A study budget is designed to reimburse a research site for all costs associated to conduct the clinical trial. Sponsors will either propose a budget or request the site to develop and submit the budget. An adequate budget accurately assesses a research site’s financial needs for conducting a clinical study. It is very important to ensure that the budget amount agreed upon will adequately cover all costs and efforts associated with conducting the study.
Since each study protocol is unique, assessing and calculating the costs for each protocol requires a comprehensive understanding of the financial aspects of patient care. In addition, an understanding of the College and its relationship with its affiliated hospitals (e.g.

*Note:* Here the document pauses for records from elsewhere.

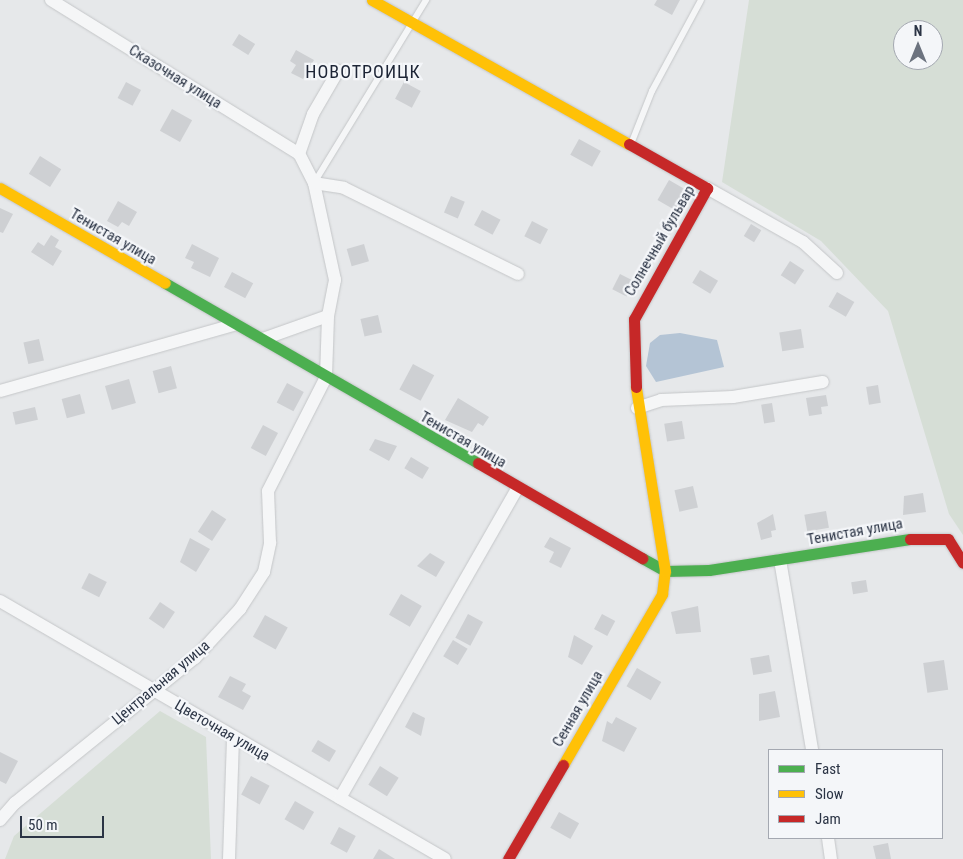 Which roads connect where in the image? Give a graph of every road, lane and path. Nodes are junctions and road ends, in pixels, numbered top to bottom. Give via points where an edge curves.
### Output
1 (51, 0) edge
2 (372, 0) edge
3 (426, 0) edge
4 (701, 0) edge
5 (412, 23) junction
6 (338, 71) dead end
7 (630, 145) junction
8 (299, 154) junction
9 (314, 182) junction
10 (0, 188) edge
11 (708, 188) junction
12 (837, 273) dead end
13 (518, 274) dead end
14 (328, 316) junction
15 (233, 325) junction
16 (263, 339) junction
17 (326, 377) junction
18 (823, 382) dead end
19 (0, 391) edge
20 (637, 408) junction
21 (517, 489) junction
22 (780, 560) junction
23 (963, 563) edge
24 (665, 571) junction
25 (0, 601) edge
26 (153, 692) junction
27 (233, 737) junction
28 (812, 749) edge
29 (340, 798) junction
30 (0, 819) edge
31 (828, 839) edge
32 (229, 859) edge
33 (445, 859) edge
34 (508, 859) edge
35 (831, 859) edge

1 - 8 street, Сказочная улица
2 - 5 street, Солнечный бульвар
3 - 5 lane
4 - 7 lane via 652,91
5 - 7 street, Солнечный бульвар
5 - 9 lane
6 - 8 street via 313,114
7 - 11 street, Солнечный бульвар
8 - 9 street
9 - 13 street via 344,188
9 - 14 street via 335,280
10 - 15 street, Тенистая улица
11 - 12 street via 803,242
11 - 20 street, Солнечный бульвар via 634,319
14 - 16 street
14 - 17 street
15 - 16 street, Тенистая улица
15 - 19 street
16 - 17 street, Тенистая улица
17 - 21 street, Тенистая улица
17 - 26 street, Центральная улица via 268,491 270,543 264,572 220,632
18 - 20 street via 733,397 661,400
20 - 24 street, Солнечный бульвар
21 - 24 street, Тенистая улица
21 - 29 street
22 - 23 street, Тенистая улица via 898,539 948,539
22 - 24 street, Тенистая улица via 709,570
22 - 28 street
24 - 34 street, Сенная улица via 658,603
25 - 26 street, Цветочная улица
26 - 27 street, Цветочная улица
26 - 30 street, Центральная улица
27 - 29 street, Цветочная улица
27 - 32 street
29 - 33 street, Цветочная улица
31 - 35 street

Hahnemann University Hospital, St. Christopher’s Hospital for Children, Friends Hospital) is key in determining a budget.

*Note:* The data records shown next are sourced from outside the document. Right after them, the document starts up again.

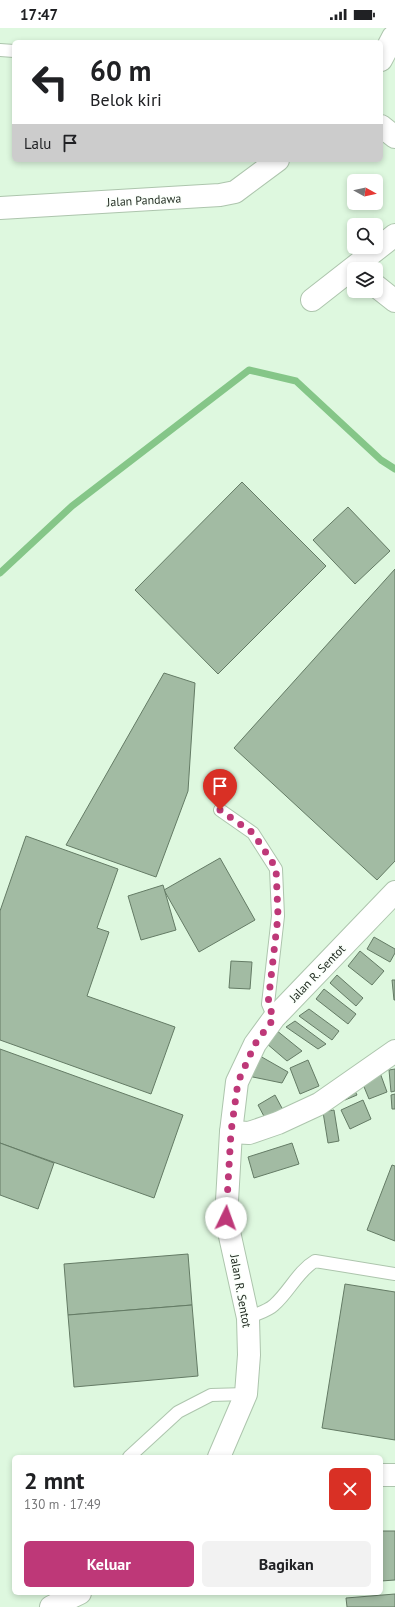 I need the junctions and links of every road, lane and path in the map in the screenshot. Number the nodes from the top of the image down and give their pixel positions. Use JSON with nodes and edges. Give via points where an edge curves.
{"nodes":[{"id":1,"x":393,"y":37,"type":"dead end"},
{"id":2,"x":0,"y":50,"type":"edge"},
{"id":3,"x":12,"y":50,"type":"edge"},
{"id":4,"x":383,"y":56,"type":"edge"},
{"id":5,"x":383,"y":128,"type":"edge"},
{"id":6,"x":395,"y":137,"type":"edge"},
{"id":7,"x":275,"y":162,"type":"edge"},
{"id":8,"x":0,"y":208,"type":"edge"},
{"id":9,"x":395,"y":235,"type":"edge"},
{"id":10,"x":362,"y":262,"type":"edge"},
{"id":11,"x":347,"y":274,"type":"edge"},
{"id":12,"x":383,"y":292,"type":"edge"},
{"id":13,"x":312,"y":300,"type":"dead end"},
{"id":14,"x":395,"y":301,"type":"edge"},
{"id":15,"x":220,"y":810,"type":"dead end"},
{"id":16,"x":395,"y":892,"type":"edge"},
{"id":17,"x":274,"y":1018,"type":"junction"},
{"id":18,"x":395,"y":1051,"type":"edge"},
{"id":19,"x":231,"y":1132,"type":"junction"},
{"id":20,"x":395,"y":1274,"type":"edge"},
{"id":21,"x":248,"y":1318,"type":"junction"},
{"id":22,"x":246,"y":1394,"type":"junction"},
{"id":23,"x":131,"y":1455,"type":"edge"},
{"id":24,"x":219,"y":1455,"type":"edge"},
{"id":25,"x":383,"y":1475,"type":"edge"},
{"id":26,"x":395,"y":1475,"type":"edge"},
{"id":27,"x":76,"y":1595,"type":"edge"},
{"id":28,"x":51,"y":1607,"type":"edge"}],
"edges":[{"from":1,"to":4,"type":"street"},
{"from":2,"to":3,"type":"lane"},
{"from":5,"to":6,"type":"street"},
{"from":7,"to":8,"type":"street","name":"Jalan Pandawa","via":[[235,192],[220,195]]},
{"from":9,"to":10,"type":"street"},
{"from":11,"to":13,"type":"street"},
{"from":12,"to":14,"type":"street"},
{"from":15,"to":17,"type":"lane","via":[[253,833],[276,868],[278,916],[268,1004]]},
{"from":16,"to":17,"type":"street","name":"Jalan R. Sentot"},
{"from":17,"to":19,"type":"street","name":"Jalan R. Sentot","via":[[255,1044],[238,1082]]},
{"from":18,"to":19,"type":"street","via":[[318,1104],[278,1123],[249,1133]]},
{"from":19,"to":21,"type":"street","name":"Jalan R. Sentot","via":[[226,1218]]},
{"from":20,"to":21,"type":"lane","via":[[315,1261],[306,1266],[291,1288],[273,1307]]},
{"from":21,"to":22,"type":"street","name":"Jalan R. Sentot"},
{"from":22,"to":23,"type":"lane","via":[[211,1395],[178,1412]]},
{"from":22,"to":24,"type":"street","name":"Jalan R. Sentot"},
{"from":25,"to":26,"type":"street"},
{"from":27,"to":28,"type":"street"}]}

The CRG has designated an analyst to negotiate and manage study budgets for each clinical department. Principal investigators, study coordinators or other research staff should not assess and negotiate study budgets. After a preliminary review of the study, the analyst will then work with the research team to conduct a thorough review of the study together.
A study budget is always attached to the clinical trial agreement (CTA). While the attached budget sets forth the agreed amount of compensation, the CTA lays out the timing, manner and conditions of such payments. The budget analyst also negotiates these terms to meet College standards and requirements.
Another purpose of assessing the budget is to comply with CMS regulations that prohibit double billing of services (e.g. seeking reimbursement from Medicare for a non-standard of care service that is already paid by sponsor). The budget analyst will take steps to ensure that each procedure/activity required in the protocol is identified as either a research service or standard of care.
Below is a general outline of the steps to assess and negotiate a budget.
Assessing the Budget
1. Determining Standard of Care (SOC) – Labeling the Study Schematic
One of the first steps to assessing the budget is to determine whether each study procedure is part of the subject’s standard of care or whether it is a research procedure. Standard of care procedures are performed as part of the subject’s normal medical care and would occur even if the subject did not participate in the study. Research procedures are procedures that are performed in connection with the subject participating in the study.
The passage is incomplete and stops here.